Task directions - Report how many lines in the records below contain the word "Asnyka". Nothing else belongs in the answer.

Given records -

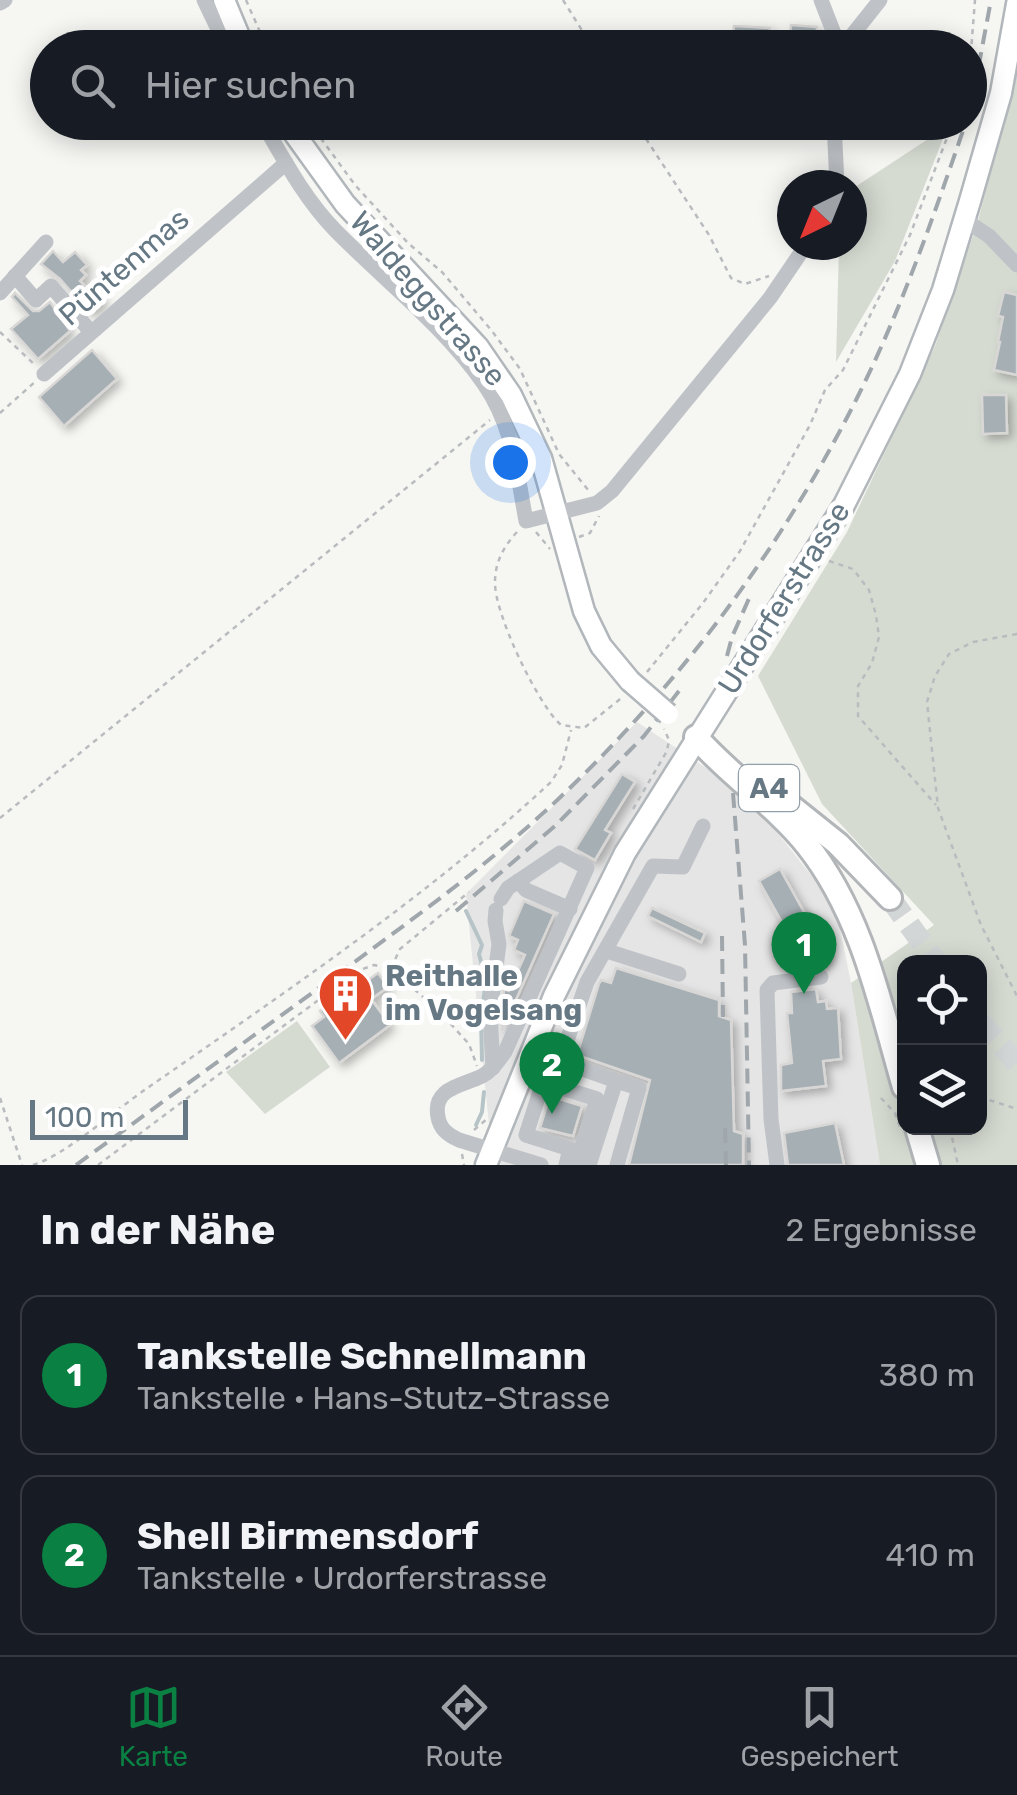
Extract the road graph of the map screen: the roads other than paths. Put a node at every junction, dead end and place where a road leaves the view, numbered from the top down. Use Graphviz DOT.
graph roads {
  1 [pos="204,0"];
  2 [pos="224,0"];
  3 [pos="821,0"];
  4 [pos="880,0"];
  5 [pos="1017,4"];
  6 [pos="218,30"];
  7 [pos="236,30"];
  8 [pos="833,30"];
  9 [pos="859,30"];
  10 [pos="273,140"];
  11 [pos="299,140"];
  12 [pos="835,140"];
  13 [pos="286,163"];
  14 [pos="836,170"];
  15 [pos="965,220"];
  16 [pos="46,242"];
  17 [pos="796,260"];
  18 [pos="1017,265"];
  19 [pos="16,276"];
  20 [pos="0,292"];
  21 [pos="92,332"];
  22 [pos="44,374"];
  23 [pos="559,514"];
  24 [pos="696,737"];
  25 [pos="704,826"];
  26 [pos="518,881"];
  27 [pos="890,898"];
  28 [pos="570,909"];
  29 [pos="607,950"];
  30 [pos="679,974"];
  31 [pos="821,978"];
  32 [pos="897,1063"];
  33 [pos="487,1072"];
  34 [pos="616,1081"];
  35 [pos="912,1135"];
  36 [pos="488,1158"];
  37 [pos="542,1165"];
  38 [pos="566,1165"];
  39 [pos="576,1165"];
  40 [pos="589,1165"];
  41 [pos="617,1165"];
  42 [pos="776,1165"];
  43 [pos="928,1165"];
  1 -- 6 [label="street"];
  2 -- 7 [label="main road"];
  3 -- 8 [label="street"];
  4 -- 9 [label="street"];
  5 -- 15 [label="main road, Urdorferstrasse"];
  10 -- 13 [label="street"];
  11 -- 23 [label="main road, Waldeggstrasse"];
  12 -- 14 [label="street"];
  13 -- 21 [label="street, Püntenmas"];
  13 -- 23 [label="street"];
  15 -- 18 [label="street"];
  15 -- 24 [label="main road, Urdorferstrasse"];
  16 -- 19 [label="street"];
  17 -- 23 [label="street"];
  19 -- 20 [label="street"];
  19 -- 21 [label="street"];
  21 -- 22 [label="street, Püntenmas"];
  23 -- 24 [label="main road, Waldeggstrasse, bridge"];
  24 -- 27 [label="highway, A4"];
  24 -- 32 [label="highway, A4"];
  24 -- 36 [label="main road, Urdorferstrasse"];
  25 -- 29 [label="street"];
  26 -- 28 [label="street"];
  26 -- 28 [label="street"];
  26 -- 33 [label="street"];
  28 -- 33 [label="street"];
  29 -- 30 [label="street"];
  29 -- 34 [label="street"];
  31 -- 42 [label="street"];
  33 -- 36 [label="street"];
  34 -- 40 [label="street"];
  34 -- 41 [label="street"];
  35 -- 43 [label="highway"];
  36 -- 37 [label="street"];
  38 -- 39 [label="street"];
}
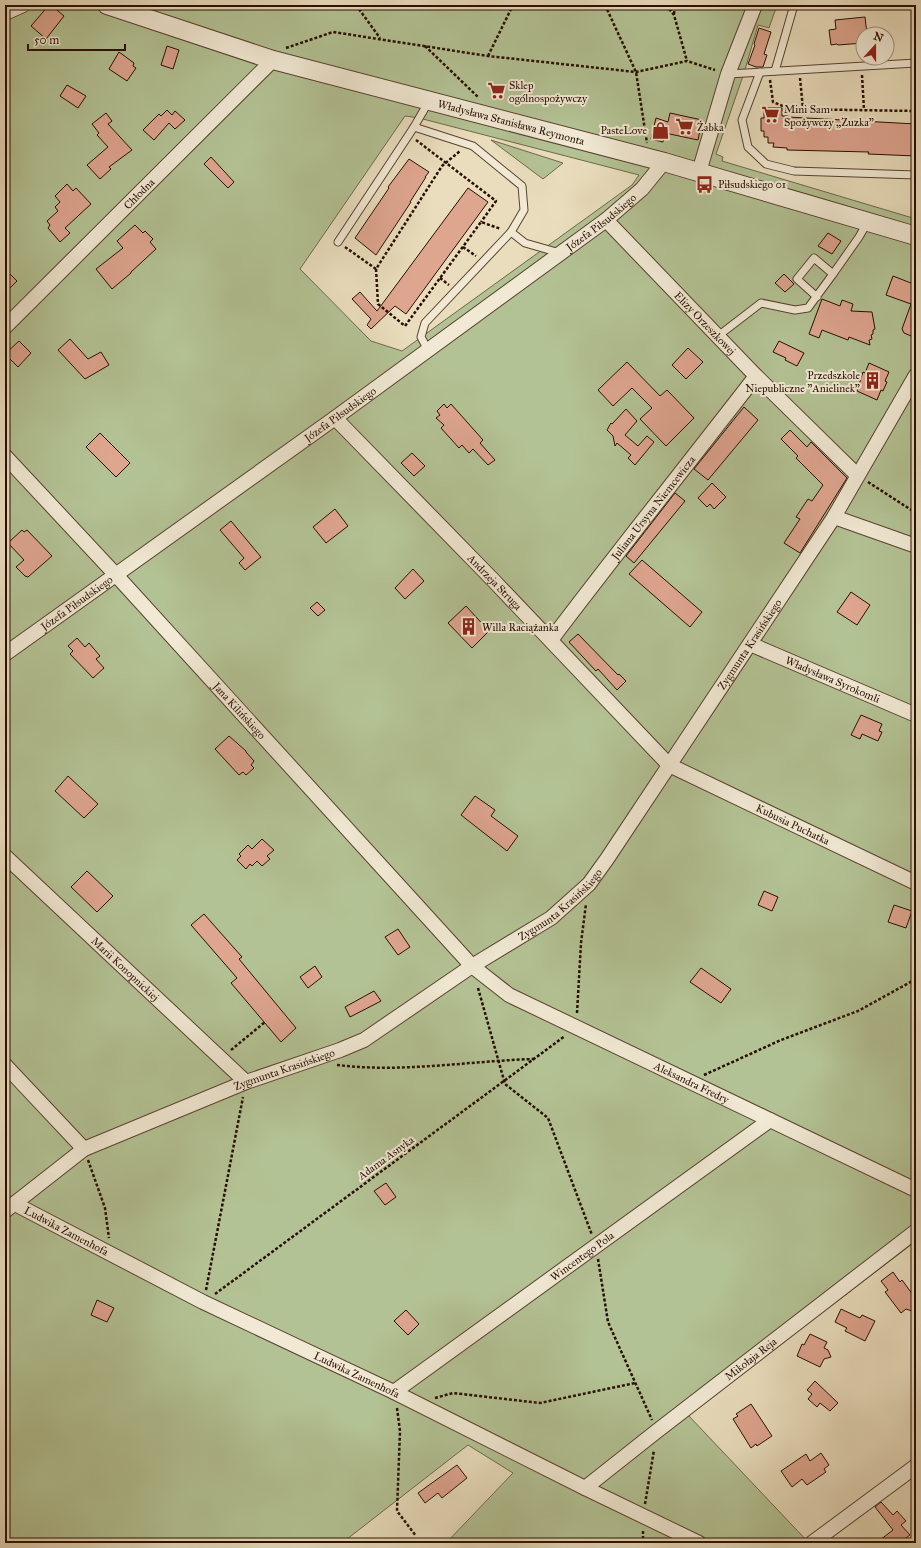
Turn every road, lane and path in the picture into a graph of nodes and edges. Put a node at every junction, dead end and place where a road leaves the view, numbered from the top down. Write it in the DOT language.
graph roads {
  1 [pos="23,5"];
  2 [pos="107,5"];
  3 [pos="356,5"];
  4 [pos="513,5"];
  5 [pos="604,5"];
  6 [pos="666,5"];
  7 [pos="675,5"];
  8 [pos="755,5"];
  9 [pos="794,5"];
  10 [pos="5,13"];
  11 [pos="674,15"];
  12 [pos="380,39"];
  13 [pos="425,46"];
  14 [pos="276,55"];
  15 [pos="488,56"];
  16 [pos="687,61"];
  17 [pos="916,63"];
  18 [pos="895,64"];
  19 [pos="861,66"];
  20 [pos="799,70"];
  21 [pos="772,71"];
  22 [pos="636,72"];
  23 [pos="760,72"];
  24 [pos="728,74"];
  25 [pos="480,100"];
  26 [pos="429,101"];
  27 [pos="804,109"];
  28 [pos="864,110"];
  29 [pos="916,111"];
  30 [pos="414,127"];
  31 [pos="409,135"];
  32 [pos="469,145"];
  33 [pos="648,148"];
  34 [pos="446,162"];
  35 [pos="664,162"];
  36 [pos="699,172"];
  37 [pos="916,175"];
  38 [pos="606,220"];
  39 [pos="481,222"];
  40 [pos="868,222"];
  41 [pos="511,232"];
  42 [pos="916,236"];
  43 [pos="338,242"];
  44 [pos="463,247"];
  45 [pos="560,253"];
  46 [pos="483,261"];
  47 [pos="376,269"];
  48 [pos="833,274"];
  49 [pos="817,297"];
  50 [pos="5,327"];
  51 [pos="718,336"];
  52 [pos="428,350"];
  53 [pos="916,375"];
  54 [pos="756,376"];
  55 [pos="909,399"];
  56 [pos="335,418"];
  57 [pos="5,456"];
  58 [pos="857,475"];
  59 [pos="916,513"];
  60 [pos="834,517"];
  61 [pos="916,546"];
  62 [pos="116,575"];
  63 [pos="551,640"];
  64 [pos="750,644"];
  65 [pos="5,654"];
  66 [pos="916,715"];
  67 [pos="669,765"];
  68 [pos="5,856"];
  69 [pos="916,883"];
  70 [pos="589,884"];
  71 [pos="472,966"];
  72 [pos="916,979"];
  73 [pos="264,1022"];
  74 [pos="577,1027"];
  75 [pos="221,1059"];
  76 [pos="534,1059"];
  77 [pos="5,1064"];
  78 [pos="336,1065"];
  79 [pos="246,1082"];
  80 [pos="692,1082"];
  81 [pos="770,1120"];
  82 [pos="84,1149"];
  83 [pos="916,1190"];
  84 [pos="10,1208"];
  85 [pos="916,1231"];
  86 [pos="111,1254"];
  87 [pos="203,1302"];
  88 [pos="635,1383"];
  89 [pos="394,1392"];
  90 [pos="416,1403"];
  91 [pos="916,1466"];
  92 [pos="585,1488"];
  93 [pos="416,1536"];
  94 [pos="699,1543"];
  95 [pos="812,1543"];
  1 -- 10 [label="street"];
  2 -- 14 [label="street, Władysława Stanisława Reymonta"];
  3 -- 12 [label="path"];
  4 -- 15 [label="path"];
  5 -- 22 [label="path"];
  6 -- 11 [label="path"];
  7 -- 11 [label="path"];
  8 -- 24 [label="street"];
  9 -- 21 [label="lane"];
  11 -- 16 [label="path"];
  12 -- 13 [label="path"];
  12 -- 14 [label="path"];
  13 -- 15 [label="path"];
  13 -- 25 [label="path"];
  14 -- 26 [label="street, Władysława Stanisława Reymonta"];
  14 -- 50 [label="street, Chłodna"];
  15 -- 22 [label="path"];
  16 -- 22 [label="path"];
  16 -- 24 [label="path"];
  17 -- 18 [label="lane"];
  19 -- 20 [label="lane"];
  19 -- 28 [label="path"];
  20 -- 21 [label="lane"];
  20 -- 27 [label="path"];
  21 -- 23 [label="lane"];
  21 -- 27 [label="path"];
  22 -- 33 [label="path"];
  23 -- 24 [label="lane"];
  23 -- 37 [label="lane"];
  24 -- 36 [label="street"];
  26 -- 30 [label="lane"];
  26 -- 35 [label="street, Władysława Stanisława Reymonta"];
  27 -- 28 [label="path"];
  28 -- 29 [label="path"];
  30 -- 31 [label="lane"];
  30 -- 32 [label="lane"];
  31 -- 34 [label="path"];
  31 -- 43 [label="lane"];
  32 -- 34 [label="path"];
  32 -- 41 [label="lane"];
  34 -- 39 [label="path"];
  34 -- 47 [label="path"];
  35 -- 36 [label="street, Władysława Stanisława Reymonta"];
  35 -- 38 [label="street, Józefa Piłsudskiego"];
  36 -- 40 [label="street, Władysława Stanisława Reymonta"];
  38 -- 45 [label="street, Józefa Piłsudskiego"];
  38 -- 51 [label="street, Elizy Orzeszkowej"];
  39 -- 41 [label="path"];
  39 -- 44 [label="path"];
  40 -- 42 [label="street, Władysława Stanisława Reymonta"];
  40 -- 48 [label="lane"];
  41 -- 45 [label="lane"];
  41 -- 46 [label="lane"];
  43 -- 47 [label="path"];
  44 -- 46 [label="path"];
  44 -- 47 [label="path"];
  45 -- 52 [label="street, Józefa Piłsudskiego"];
  46 -- 52 [label="lane"];
  48 -- 49 [label="lane"];
  48 -- 49 [label="lane"];
  49 -- 51 [label="lane"];
  51 -- 54 [label="street, Elizy Orzeszkowej"];
  52 -- 56 [label="street, Józefa Piłsudskiego"];
  53 -- 55 [label="street, Zygmunta Krasińskiego"];
  54 -- 58 [label="street, Elizy Orzeszkowej"];
  54 -- 63 [label="street, Juliana Ursyna Niemcewicza"];
  55 -- 58 [label="street, Zygmunta Krasińskiego"];
  56 -- 62 [label="street, Józefa Piłsudskiego"];
  56 -- 63 [label="street, Andrzeja Struga"];
  57 -- 62 [label="street, Jana Kilińskiego"];
  58 -- 59 [label="path"];
  58 -- 60 [label="street, Zygmunta Krasińskiego"];
  60 -- 61 [label="street"];
  60 -- 64 [label="street, Zygmunta Krasińskiego"];
  62 -- 65 [label="street, Józefa Piłsudskiego"];
  62 -- 71 [label="street, Jana Kilińskiego"];
  63 -- 67 [label="street, Andrzeja Struga"];
  64 -- 66 [label="street, Władysława Syrokomli"];
  64 -- 67 [label="street, Zygmunta Krasińskiego"];
  67 -- 69 [label="street, Kubusia Puchatka"];
  67 -- 70 [label="street, Zygmunta Krasińskiego"];
  68 -- 75 [label="street, Marii Konopnickiej"];
  70 -- 71 [label="street, Zygmunta Krasińskiego"];
  70 -- 74 [label="path"];
  71 -- 74 [label="street, Aleksandra Fredry"];
  71 -- 79 [label="street, Zygmunta Krasińskiego"];
  72 -- 80 [label="path"];
  73 -- 75 [label="path"];
  74 -- 76 [label="path, Adama Asnyka"];
  74 -- 80 [label="street, Aleksandra Fredry"];
  75 -- 79 [label="street, Marii Konopnickiej"];
  76 -- 78 [label="path"];
  76 -- 87 [label="path, Adama Asnyka"];
  77 -- 82 [label="street"];
  79 -- 82 [label="street, Zygmunta Krasińskiego"];
  79 -- 87 [label="path"];
  80 -- 81 [label="street, Aleksandra Fredry"];
  81 -- 83 [label="street, Aleksandra Fredry"];
  81 -- 89 [label="street, Wincentego Pola"];
  82 -- 84 [label="street, Zygmunta Krasińskiego"];
  82 -- 86 [label="path"];
  84 -- 86 [label="street, Ludwika Zamenhofa"];
  85 -- 92 [label="street, Mikołaja Reja"];
  86 -- 87 [label="street, Ludwika Zamenhofa"];
  87 -- 89 [label="street, Ludwika Zamenhofa"];
  88 -- 90 [label="path"];
  89 -- 90 [label="street, Ludwika Zamenhofa"];
  89 -- 93 [label="path"];
  90 -- 92 [label="street, Ludwika Zamenhofa"];
  91 -- 95 [label="street"];
  92 -- 94 [label="street, Ludwika Zamenhofa"];
}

Problem solution - 2